Collected data entries:

____________________

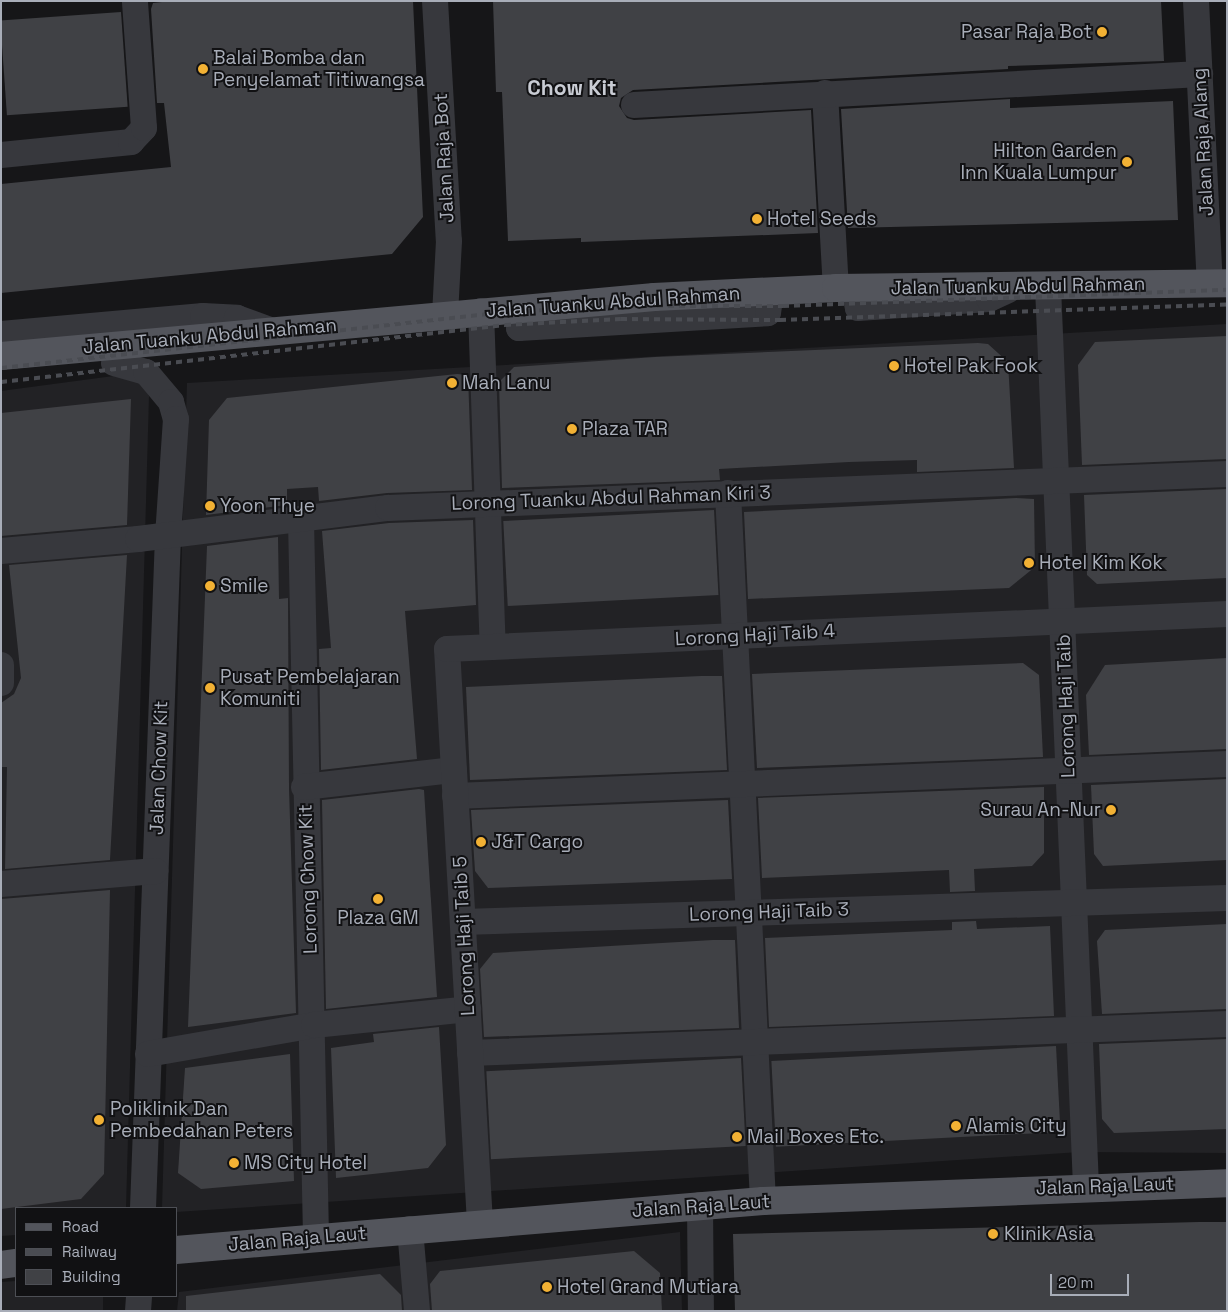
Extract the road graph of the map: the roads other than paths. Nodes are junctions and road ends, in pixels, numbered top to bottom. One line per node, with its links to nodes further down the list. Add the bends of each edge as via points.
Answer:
1 (136, 1): 7 (street, via 144,128 131,142)
2 (435, 1): 11 (street, Jalan Raja Bot, via 449,242)
3 (1196, 1): 4 (street, Jalan Raja Alang)
4 (1200, 74): 5 (street, via 1016,86); 8 (street, Jalan Raja Alang)
5 (825, 93): 6 (street); 10 (street)
6 (634, 105)
7 (1, 156)
8 (1218, 283): 9 (main road, Jalan Tuanku Abdul Rahman)
9 (1048, 286): 10 (main road, Jalan Tuanku Abdul Rahman); 19 (street, Lorong Haji Taib)
10 (845, 288): 11 (main road, Jalan Tuanku Abdul Rahman)
11 (462, 313): 12 (main road, Jalan Tuanku Abdul Rahman); 21 (street, Jalan Raja Bot)
12 (272, 331): 13 (street, via 237,318 203,316); 14 (main road, Jalan Tuanku Abdul Rahman)
13 (1, 334)
14 (225, 335): 15 (main road, Jalan Tuanku Abdul Rahman); 16 (main road)
15 (1, 356)
16 (114, 364): 17 (main road); 23 (street, Jalan Chow Kit, via 146,372 171,402 176,419)
17 (1, 373)
18 (1227, 474): 19 (street, Lorong Tuanku Abdul Rahman Kiri 3)
19 (1056, 481): 20 (street, Lorong Tuanku Abdul Rahman Kiri 3); 26 (street, Lorong Haji Taib)
20 (728, 493): 21 (street, Lorong Tuanku Abdul Rahman Kiri 3); 27 (street)
21 (488, 502): 22 (street, Lorong Tuanku Abdul Rahman Kiri 3, via 388,508); 28 (street, Jalan Raja Bot)
22 (301, 520): 23 (street, Lorong Tuanku Abdul Rahman Kiri 3); 36 (street, Lorong Chow Kit)
23 (168, 536): 24 (street, Lorong Tuanku Abdul Rahman Kiri 3); 38 (street, Jalan Chow Kit)
24 (1, 551)
25 (1227, 614): 26 (street, Lorong Haji Taib 4)
26 (1062, 621): 27 (street, Lorong Haji Taib 4); 34 (street, Lorong Haji Taib)
27 (735, 636): 28 (street, Lorong Haji Taib 4); 35 (street)
28 (493, 647): 29 (street, Lorong Haji Taib 4)
29 (447, 649): 33 (street, Lorong Haji Taib 5)
30 (1, 664): 31 (street)
31 (1, 683)
32 (1227, 764): 34 (street)
33 (454, 770): 36 (street); 37 (street, Lorong Haji Taib 5)
34 (1069, 771): 35 (street); 41 (street, Lorong Haji Taib)
35 (743, 784): 37 (street); 42 (street)
36 (304, 786): 46 (street, Lorong Chow Kit)
37 (455, 796): 43 (street, Lorong Haji Taib 5)
38 (155, 871): 39 (street); 50 (street, Jalan Chow Kit)
39 (1, 884)
40 (1227, 898): 41 (street, Lorong Haji Taib 3)
41 (1074, 903): 42 (street, Lorong Haji Taib 3); 47 (street, Lorong Haji Taib)
42 (749, 913): 43 (street, Lorong Haji Taib 3); 48 (street)
43 (463, 922): 44 (street, Lorong Haji Taib 5)
44 (468, 1009): 46 (street); 49 (street, Lorong Haji Taib 5)
45 (1227, 1024): 47 (street)
46 (314, 1025): 50 (street); 58 (street, Lorong Chow Kit)
47 (1080, 1030): 48 (street); 52 (street, Lorong Haji Taib)
48 (755, 1042): 49 (street); 53 (street)
49 (470, 1052): 56 (street, Lorong Haji Taib 5)
50 (148, 1054): 55 (street, Jalan Chow Kit)
51 (1227, 1183): 52 (main road, Jalan Raja Laut)
52 (1086, 1186): 53 (main road, Jalan Raja Laut)
53 (763, 1201): 54 (main road, Jalan Raja Laut)
54 (700, 1205): 56 (main road, Jalan Raja Laut); 65 (street)
55 (143, 1207)
56 (480, 1223): 57 (main road, Jalan Raja Laut)
57 (410, 1229): 58 (main road, Jalan Raja Laut); 64 (street)
58 (316, 1237): 59 (main road, Jalan Raja Laut)
59 (178, 1250)
60 (15, 1263): 61 (main road)
61 (1, 1265)
62 (139, 1297): 63 (street)
63 (138, 1311)
64 (417, 1311)
65 (701, 1311)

____________________

Your objective:
Your copy of the entries should be exact and free of pictures.

Exercise result:
Extract the road graph of the map: the roads other than paths. Nodes are junctions and road ends, in pixels, numbered top to bottom. One line per node, with its links to nodes further down the list. Add the bends of each edge as via points.
Answer:
1 (136, 1): 7 (street, via 144,128 131,142)
2 (435, 1): 11 (street, Jalan Raja Bot, via 449,242)
3 (1196, 1): 4 (street, Jalan Raja Alang)
4 (1200, 74): 5 (street, via 1016,86); 8 (street, Jalan Raja Alang)
5 (825, 93): 6 (street); 10 (street)
6 (634, 105)
7 (1, 156)
8 (1218, 283): 9 (main road, Jalan Tuanku Abdul Rahman)
9 (1048, 286): 10 (main road, Jalan Tuanku Abdul Rahman); 19 (street, Lorong Haji Taib)
10 (845, 288): 11 (main road, Jalan Tuanku Abdul Rahman)
11 (462, 313): 12 (main road, Jalan Tuanku Abdul Rahman); 21 (street, Jalan Raja Bot)
12 (272, 331): 13 (street, via 237,318 203,316); 14 (main road, Jalan Tuanku Abdul Rahman)
13 (1, 334)
14 (225, 335): 15 (main road, Jalan Tuanku Abdul Rahman); 16 (main road)
15 (1, 356)
16 (114, 364): 17 (main road); 23 (street, Jalan Chow Kit, via 146,372 171,402 176,419)
17 (1, 373)
18 (1227, 474): 19 (street, Lorong Tuanku Abdul Rahman Kiri 3)
19 (1056, 481): 20 (street, Lorong Tuanku Abdul Rahman Kiri 3); 26 (street, Lorong Haji Taib)
20 (728, 493): 21 (street, Lorong Tuanku Abdul Rahman Kiri 3); 27 (street)
21 (488, 502): 22 (street, Lorong Tuanku Abdul Rahman Kiri 3, via 388,508); 28 (street, Jalan Raja Bot)
22 (301, 520): 23 (street, Lorong Tuanku Abdul Rahman Kiri 3); 36 (street, Lorong Chow Kit)
23 (168, 536): 24 (street, Lorong Tuanku Abdul Rahman Kiri 3); 38 (street, Jalan Chow Kit)
24 (1, 551)
25 (1227, 614): 26 (street, Lorong Haji Taib 4)
26 (1062, 621): 27 (street, Lorong Haji Taib 4); 34 (street, Lorong Haji Taib)
27 (735, 636): 28 (street, Lorong Haji Taib 4); 35 (street)
28 (493, 647): 29 (street, Lorong Haji Taib 4)
29 (447, 649): 33 (street, Lorong Haji Taib 5)
30 (1, 664): 31 (street)
31 (1, 683)
32 (1227, 764): 34 (street)
33 (454, 770): 36 (street); 37 (street, Lorong Haji Taib 5)
34 (1069, 771): 35 (street); 41 (street, Lorong Haji Taib)
35 (743, 784): 37 (street); 42 (street)
36 (304, 786): 46 (street, Lorong Chow Kit)
37 (455, 796): 43 (street, Lorong Haji Taib 5)
38 (155, 871): 39 (street); 50 (street, Jalan Chow Kit)
39 (1, 884)
40 (1227, 898): 41 (street, Lorong Haji Taib 3)
41 (1074, 903): 42 (street, Lorong Haji Taib 3); 47 (street, Lorong Haji Taib)
42 (749, 913): 43 (street, Lorong Haji Taib 3); 48 (street)
43 (463, 922): 44 (street, Lorong Haji Taib 5)
44 (468, 1009): 46 (street); 49 (street, Lorong Haji Taib 5)
45 (1227, 1024): 47 (street)
46 (314, 1025): 50 (street); 58 (street, Lorong Chow Kit)
47 (1080, 1030): 48 (street); 52 (street, Lorong Haji Taib)
48 (755, 1042): 49 (street); 53 (street)
49 (470, 1052): 56 (street, Lorong Haji Taib 5)
50 (148, 1054): 55 (street, Jalan Chow Kit)
51 (1227, 1183): 52 (main road, Jalan Raja Laut)
52 (1086, 1186): 53 (main road, Jalan Raja Laut)
53 (763, 1201): 54 (main road, Jalan Raja Laut)
54 (700, 1205): 56 (main road, Jalan Raja Laut); 65 (street)
55 (143, 1207)
56 (480, 1223): 57 (main road, Jalan Raja Laut)
57 (410, 1229): 58 (main road, Jalan Raja Laut); 64 (street)
58 (316, 1237): 59 (main road, Jalan Raja Laut)
59 (178, 1250)
60 (15, 1263): 61 (main road)
61 (1, 1265)
62 (139, 1297): 63 (street)
63 (138, 1311)
64 (417, 1311)
65 (701, 1311)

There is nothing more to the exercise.